Today, it's possible (though unlikely) that goroutines may allocate beyond the hard heap goal.
Consider the following scenario:
A goroutine (G1) spins, making many large allocations in a loop.
The heap is small, or there isn't actually much mark work, so the mark phase is paced to start fairly late (let's say at 95 MiB for a 100 MiB heap goal).
G1 is forced to assist the GC, and in doing so accumulates a lot of credit relative to the heap size (let's say 30 MiB for a 100 MiB heap goal because it over-assists -- not unheard of).
Through background work and assists, nearly all the work in the GC is done, right on schedule.
Background GC goroutines try to terminate the mark phase, but something prevents them from doing so (e.g. #40459, or more work is found) many times (perhaps we get unlucky).
G1, having accumulated a bunch of credit, continues allocating in parallel during this period, unimpeded.
Very little time passes, but G1 successfully uses 16 MiB of its credit to generate 16 MiB of allocations, leading to a heap of 111 MiB before sweep.
We've now exceeded the hard heap goal, which is currently 1.1 * the heap goal (so 110 MiB in this example).
The fundamental problem here is that there is nothing to push back on G1 while the GC is nearly done, or after we've exceeded the soft goal. The assist credit system is the sole mechanism through which a goroutine may be blocked and forced to assist. If it still has credit, it won't even bother. This credit mechanism is not necessarily wrong, since it's what allows us to keep the assist cost down by amortizing it, but once we're in this regime where the most important thing is to finish the GC or we're in danger of exceeding the hard goal, it stands to reason that the goroutine should not be allowed to allocate. Doing so directly may have significant negative consequences, so a real solution here needs more thought.
With larger heaps this is even less likely to happen (because allocating fast enough is hard to do), but still possible.

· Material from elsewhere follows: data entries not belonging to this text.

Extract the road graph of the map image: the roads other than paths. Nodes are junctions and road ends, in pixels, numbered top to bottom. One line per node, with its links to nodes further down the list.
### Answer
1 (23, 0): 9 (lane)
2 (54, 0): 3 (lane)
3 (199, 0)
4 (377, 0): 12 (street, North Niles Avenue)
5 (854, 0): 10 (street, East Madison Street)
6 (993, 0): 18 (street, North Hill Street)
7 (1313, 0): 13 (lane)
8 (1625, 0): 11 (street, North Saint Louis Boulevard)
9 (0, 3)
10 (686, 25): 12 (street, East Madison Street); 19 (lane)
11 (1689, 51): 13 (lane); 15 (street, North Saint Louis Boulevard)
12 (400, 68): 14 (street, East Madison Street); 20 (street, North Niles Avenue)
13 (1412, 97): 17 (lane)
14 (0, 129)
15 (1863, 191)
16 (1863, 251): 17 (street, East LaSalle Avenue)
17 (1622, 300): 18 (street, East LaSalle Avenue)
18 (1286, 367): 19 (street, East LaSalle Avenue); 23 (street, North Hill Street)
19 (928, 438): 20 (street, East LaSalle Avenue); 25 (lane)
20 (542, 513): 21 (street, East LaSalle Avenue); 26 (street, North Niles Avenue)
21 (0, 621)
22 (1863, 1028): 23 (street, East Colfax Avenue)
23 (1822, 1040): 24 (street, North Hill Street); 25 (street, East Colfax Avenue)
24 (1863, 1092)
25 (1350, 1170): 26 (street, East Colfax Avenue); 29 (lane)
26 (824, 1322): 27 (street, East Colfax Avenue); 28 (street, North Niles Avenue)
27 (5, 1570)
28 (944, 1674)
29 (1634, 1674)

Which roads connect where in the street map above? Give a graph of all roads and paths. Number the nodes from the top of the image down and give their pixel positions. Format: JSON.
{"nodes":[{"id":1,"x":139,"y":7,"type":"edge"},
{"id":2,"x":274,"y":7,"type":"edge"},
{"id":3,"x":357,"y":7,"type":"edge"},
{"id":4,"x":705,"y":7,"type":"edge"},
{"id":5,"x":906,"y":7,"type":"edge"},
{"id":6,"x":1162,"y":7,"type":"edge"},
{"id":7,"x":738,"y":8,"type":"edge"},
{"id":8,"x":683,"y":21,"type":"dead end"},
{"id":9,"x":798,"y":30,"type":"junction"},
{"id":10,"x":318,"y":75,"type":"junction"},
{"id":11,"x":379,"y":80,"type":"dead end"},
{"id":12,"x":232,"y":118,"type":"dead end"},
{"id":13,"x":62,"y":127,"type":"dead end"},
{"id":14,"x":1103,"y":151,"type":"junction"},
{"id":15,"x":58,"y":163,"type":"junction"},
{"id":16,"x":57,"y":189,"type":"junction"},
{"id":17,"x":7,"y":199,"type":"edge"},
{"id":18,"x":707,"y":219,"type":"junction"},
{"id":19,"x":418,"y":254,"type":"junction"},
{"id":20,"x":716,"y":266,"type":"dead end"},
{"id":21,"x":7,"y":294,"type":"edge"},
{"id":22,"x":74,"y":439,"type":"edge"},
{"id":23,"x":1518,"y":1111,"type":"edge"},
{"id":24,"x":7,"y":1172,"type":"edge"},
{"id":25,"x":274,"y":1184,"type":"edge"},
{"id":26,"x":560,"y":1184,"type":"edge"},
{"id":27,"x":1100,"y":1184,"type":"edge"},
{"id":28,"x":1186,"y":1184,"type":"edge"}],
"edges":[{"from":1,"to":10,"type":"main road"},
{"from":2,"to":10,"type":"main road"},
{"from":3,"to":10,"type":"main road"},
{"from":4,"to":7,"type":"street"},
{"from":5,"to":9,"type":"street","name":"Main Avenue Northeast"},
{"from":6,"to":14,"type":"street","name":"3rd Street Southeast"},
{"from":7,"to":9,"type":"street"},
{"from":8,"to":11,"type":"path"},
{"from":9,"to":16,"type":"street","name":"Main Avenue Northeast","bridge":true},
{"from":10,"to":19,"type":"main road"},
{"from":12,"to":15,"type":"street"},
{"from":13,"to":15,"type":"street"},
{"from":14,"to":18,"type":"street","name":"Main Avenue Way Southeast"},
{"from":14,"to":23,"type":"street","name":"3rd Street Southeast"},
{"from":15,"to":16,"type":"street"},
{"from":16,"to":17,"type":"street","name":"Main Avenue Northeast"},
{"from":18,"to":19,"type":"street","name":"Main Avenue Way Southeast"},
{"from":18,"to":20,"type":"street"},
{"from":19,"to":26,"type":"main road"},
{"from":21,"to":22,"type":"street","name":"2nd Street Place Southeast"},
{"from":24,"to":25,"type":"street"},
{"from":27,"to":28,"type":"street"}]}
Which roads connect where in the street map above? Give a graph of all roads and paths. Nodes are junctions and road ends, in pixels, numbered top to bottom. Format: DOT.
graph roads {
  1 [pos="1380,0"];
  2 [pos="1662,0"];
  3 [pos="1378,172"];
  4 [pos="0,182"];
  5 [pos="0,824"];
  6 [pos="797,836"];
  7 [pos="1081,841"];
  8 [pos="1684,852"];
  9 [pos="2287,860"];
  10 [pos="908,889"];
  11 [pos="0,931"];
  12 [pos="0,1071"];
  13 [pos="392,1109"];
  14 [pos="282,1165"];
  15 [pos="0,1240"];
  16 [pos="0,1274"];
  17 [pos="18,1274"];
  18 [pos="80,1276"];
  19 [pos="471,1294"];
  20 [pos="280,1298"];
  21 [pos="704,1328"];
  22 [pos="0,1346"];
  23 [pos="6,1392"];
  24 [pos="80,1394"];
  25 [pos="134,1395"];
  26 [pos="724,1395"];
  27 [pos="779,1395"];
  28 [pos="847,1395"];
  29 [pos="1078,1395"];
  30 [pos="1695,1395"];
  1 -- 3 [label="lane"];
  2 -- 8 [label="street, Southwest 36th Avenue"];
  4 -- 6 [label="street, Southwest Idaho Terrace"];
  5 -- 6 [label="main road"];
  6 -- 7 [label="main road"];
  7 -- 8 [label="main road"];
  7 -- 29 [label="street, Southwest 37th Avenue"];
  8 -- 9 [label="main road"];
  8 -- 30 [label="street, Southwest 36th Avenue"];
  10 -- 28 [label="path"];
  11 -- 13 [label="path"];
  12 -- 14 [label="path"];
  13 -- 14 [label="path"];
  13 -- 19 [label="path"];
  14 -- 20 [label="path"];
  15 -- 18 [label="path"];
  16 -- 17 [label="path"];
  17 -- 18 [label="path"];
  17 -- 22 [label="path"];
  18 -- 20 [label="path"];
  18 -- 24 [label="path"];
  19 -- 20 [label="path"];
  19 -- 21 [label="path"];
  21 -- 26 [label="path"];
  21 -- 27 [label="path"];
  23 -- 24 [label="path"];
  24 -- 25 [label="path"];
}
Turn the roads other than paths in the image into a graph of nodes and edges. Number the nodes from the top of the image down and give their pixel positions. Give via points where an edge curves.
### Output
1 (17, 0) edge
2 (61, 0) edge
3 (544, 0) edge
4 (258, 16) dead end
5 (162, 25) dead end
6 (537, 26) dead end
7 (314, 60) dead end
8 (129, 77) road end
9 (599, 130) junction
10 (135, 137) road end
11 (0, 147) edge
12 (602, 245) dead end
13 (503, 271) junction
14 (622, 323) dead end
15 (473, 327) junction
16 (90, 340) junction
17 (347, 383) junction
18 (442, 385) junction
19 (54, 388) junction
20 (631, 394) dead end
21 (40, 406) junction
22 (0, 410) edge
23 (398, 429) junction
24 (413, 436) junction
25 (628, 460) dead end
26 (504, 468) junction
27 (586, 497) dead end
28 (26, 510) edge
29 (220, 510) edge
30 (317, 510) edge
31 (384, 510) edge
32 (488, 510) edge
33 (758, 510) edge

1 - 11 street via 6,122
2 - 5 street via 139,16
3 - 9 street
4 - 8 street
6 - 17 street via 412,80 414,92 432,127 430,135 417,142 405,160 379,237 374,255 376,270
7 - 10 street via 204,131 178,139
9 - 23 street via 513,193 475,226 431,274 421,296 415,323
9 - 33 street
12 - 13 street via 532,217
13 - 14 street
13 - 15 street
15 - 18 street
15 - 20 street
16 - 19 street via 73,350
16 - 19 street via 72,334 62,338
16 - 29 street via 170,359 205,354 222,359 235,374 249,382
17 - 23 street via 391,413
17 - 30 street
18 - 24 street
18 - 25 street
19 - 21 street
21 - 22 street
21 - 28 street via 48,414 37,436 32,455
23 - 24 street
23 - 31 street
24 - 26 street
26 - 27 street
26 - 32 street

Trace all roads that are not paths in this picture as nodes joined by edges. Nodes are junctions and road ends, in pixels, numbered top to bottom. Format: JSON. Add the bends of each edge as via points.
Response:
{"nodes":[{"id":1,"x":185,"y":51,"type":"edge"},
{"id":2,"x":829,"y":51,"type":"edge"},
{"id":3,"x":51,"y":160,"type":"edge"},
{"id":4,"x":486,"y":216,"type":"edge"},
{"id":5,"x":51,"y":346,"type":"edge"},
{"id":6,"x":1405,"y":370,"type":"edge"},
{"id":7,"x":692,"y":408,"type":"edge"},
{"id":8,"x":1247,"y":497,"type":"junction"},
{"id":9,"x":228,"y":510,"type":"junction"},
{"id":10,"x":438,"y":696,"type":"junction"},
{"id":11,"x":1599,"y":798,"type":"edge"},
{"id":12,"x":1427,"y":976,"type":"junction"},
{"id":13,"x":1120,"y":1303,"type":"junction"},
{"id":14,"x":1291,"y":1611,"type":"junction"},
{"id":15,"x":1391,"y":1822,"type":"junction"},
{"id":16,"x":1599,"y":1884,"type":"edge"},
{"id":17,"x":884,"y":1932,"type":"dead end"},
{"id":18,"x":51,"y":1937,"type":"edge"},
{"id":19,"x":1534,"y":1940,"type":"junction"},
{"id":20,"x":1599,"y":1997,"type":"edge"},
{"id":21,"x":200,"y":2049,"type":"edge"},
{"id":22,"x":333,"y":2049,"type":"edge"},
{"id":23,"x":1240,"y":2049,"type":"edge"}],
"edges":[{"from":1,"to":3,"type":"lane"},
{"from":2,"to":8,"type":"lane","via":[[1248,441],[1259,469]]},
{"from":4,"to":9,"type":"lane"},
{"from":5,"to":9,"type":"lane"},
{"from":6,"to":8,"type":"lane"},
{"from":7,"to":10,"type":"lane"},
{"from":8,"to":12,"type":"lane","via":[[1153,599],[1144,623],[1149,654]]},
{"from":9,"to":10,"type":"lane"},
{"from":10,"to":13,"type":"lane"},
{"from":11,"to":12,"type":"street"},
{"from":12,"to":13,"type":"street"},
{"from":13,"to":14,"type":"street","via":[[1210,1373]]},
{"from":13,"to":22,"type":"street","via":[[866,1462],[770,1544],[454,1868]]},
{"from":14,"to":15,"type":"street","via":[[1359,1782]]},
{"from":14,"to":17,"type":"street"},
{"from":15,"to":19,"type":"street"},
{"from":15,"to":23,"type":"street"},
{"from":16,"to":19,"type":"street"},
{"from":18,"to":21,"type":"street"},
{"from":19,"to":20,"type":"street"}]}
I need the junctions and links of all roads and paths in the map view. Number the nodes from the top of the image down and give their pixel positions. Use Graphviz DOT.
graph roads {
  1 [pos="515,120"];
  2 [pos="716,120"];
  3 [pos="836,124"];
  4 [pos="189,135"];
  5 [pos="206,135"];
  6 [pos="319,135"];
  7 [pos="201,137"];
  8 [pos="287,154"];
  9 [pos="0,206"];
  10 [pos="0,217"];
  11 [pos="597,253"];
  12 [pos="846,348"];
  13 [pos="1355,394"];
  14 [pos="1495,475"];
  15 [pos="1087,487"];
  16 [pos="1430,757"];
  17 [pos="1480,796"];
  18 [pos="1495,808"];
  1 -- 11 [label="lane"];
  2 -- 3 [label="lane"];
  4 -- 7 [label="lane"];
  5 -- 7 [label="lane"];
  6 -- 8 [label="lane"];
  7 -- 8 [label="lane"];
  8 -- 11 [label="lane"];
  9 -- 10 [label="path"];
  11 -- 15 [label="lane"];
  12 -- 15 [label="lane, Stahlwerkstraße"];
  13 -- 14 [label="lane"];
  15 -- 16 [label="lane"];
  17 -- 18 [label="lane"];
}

The text was updated successfully, but these errors were encountered:
Here's a quick fix idea: what if a goroutine could never have more credit than the amount of heap runway left (basically the difference between the heap goal and the heap size at the point the assist finishes)? Then by construction a goroutine could never allocate past the heap goal without going into assist first and finishing off the GC cycle. The downside is you could have many goroutines try to end GC at the same time (go into gcMarkDone, I mean, and start trying to acquire markDoneSema), stalling the whole program a little bit as everything waits for GC to actually end. This situation should be exceedingly rare, though, and only potentially common when GOMAXPROCS=1 in which case there will only ever be 1 goroutine in gcMarkDone.